But Cooley, who has begun work as Australia's fast bowling coach after three years developing England's pacemen, said it might be a different story for England's batsmen in the Ashes series, getting underway in November.
Cooley, who was credited with perfecting the art of reverse swing with England's pace attack of Steve Harmison, Simon Jones and Andrew Flintoff during last year's Ashes series in England, said Australian conditions won't be a problem for England's seamers.
"They (England) have got some nasty fasties.
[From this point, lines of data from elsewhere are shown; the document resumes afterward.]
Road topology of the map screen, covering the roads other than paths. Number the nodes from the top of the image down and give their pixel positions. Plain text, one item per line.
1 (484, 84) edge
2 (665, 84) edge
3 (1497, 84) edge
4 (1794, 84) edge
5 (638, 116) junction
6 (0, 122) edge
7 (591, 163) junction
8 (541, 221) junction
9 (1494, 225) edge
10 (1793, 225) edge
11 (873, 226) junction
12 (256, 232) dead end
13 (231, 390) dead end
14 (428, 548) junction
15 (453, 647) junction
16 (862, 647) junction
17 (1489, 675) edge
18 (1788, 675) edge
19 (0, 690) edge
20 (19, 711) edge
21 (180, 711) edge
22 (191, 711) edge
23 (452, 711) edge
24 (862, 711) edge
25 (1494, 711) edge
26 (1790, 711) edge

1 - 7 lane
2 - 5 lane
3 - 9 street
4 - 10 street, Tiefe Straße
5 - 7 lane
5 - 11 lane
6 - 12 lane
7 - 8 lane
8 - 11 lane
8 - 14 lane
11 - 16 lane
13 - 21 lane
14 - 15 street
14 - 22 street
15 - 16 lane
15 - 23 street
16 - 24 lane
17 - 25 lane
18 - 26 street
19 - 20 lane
They've got bounce and things like that," Cooley told reporters in Brisbane. "They will work very hard to make sure they are ready to come across here and play."
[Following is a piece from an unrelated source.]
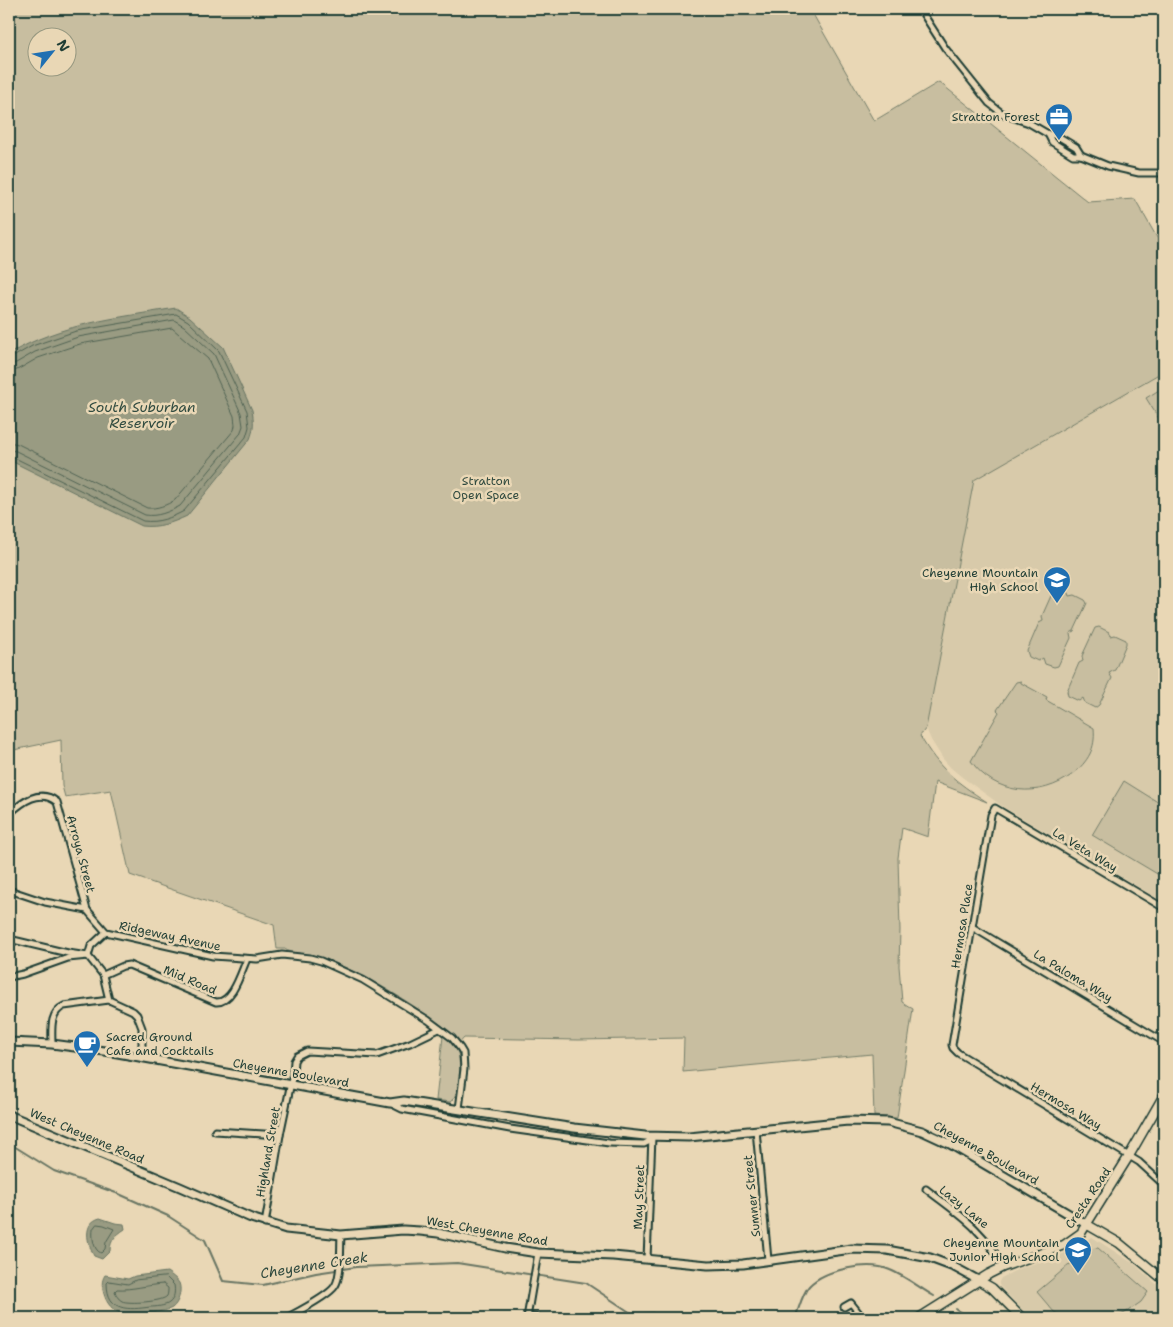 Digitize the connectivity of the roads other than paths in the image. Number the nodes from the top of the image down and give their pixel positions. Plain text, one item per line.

But Cooley said England's batsmen would be in strife after he passed on his knowledge to Australia's pace battery.
"I think the batters are going to be the ones that will need to do a lot more work," he said. "They will be doing the things that they need to do to try and hold the Ashes - but we will be working very hard to take them back."
Cooley will work with Australia's young pacemen at Brisbane's Centre of Excellence throughout the Australian off-season, starting with tall West Australian left-armer Ben Dorey.
Cooley said England would be getting a taste of their own medicine in the next Ashes series.
"We will be practising it (reverse swing)," he said. "We will be making sure if the conditions suit during the game and the ball is right then hopefully we will have that as a weapon to use."
Cooley will also work with young paceman Mitchell Johnson in the Australia 'A' team in a series of One-day and four-games against equivalent teams from New Zealand, India and Pakistan in Darwin and Cairns in July.
"The depth looks good. I'm very excited about working with all the bowlers," he said.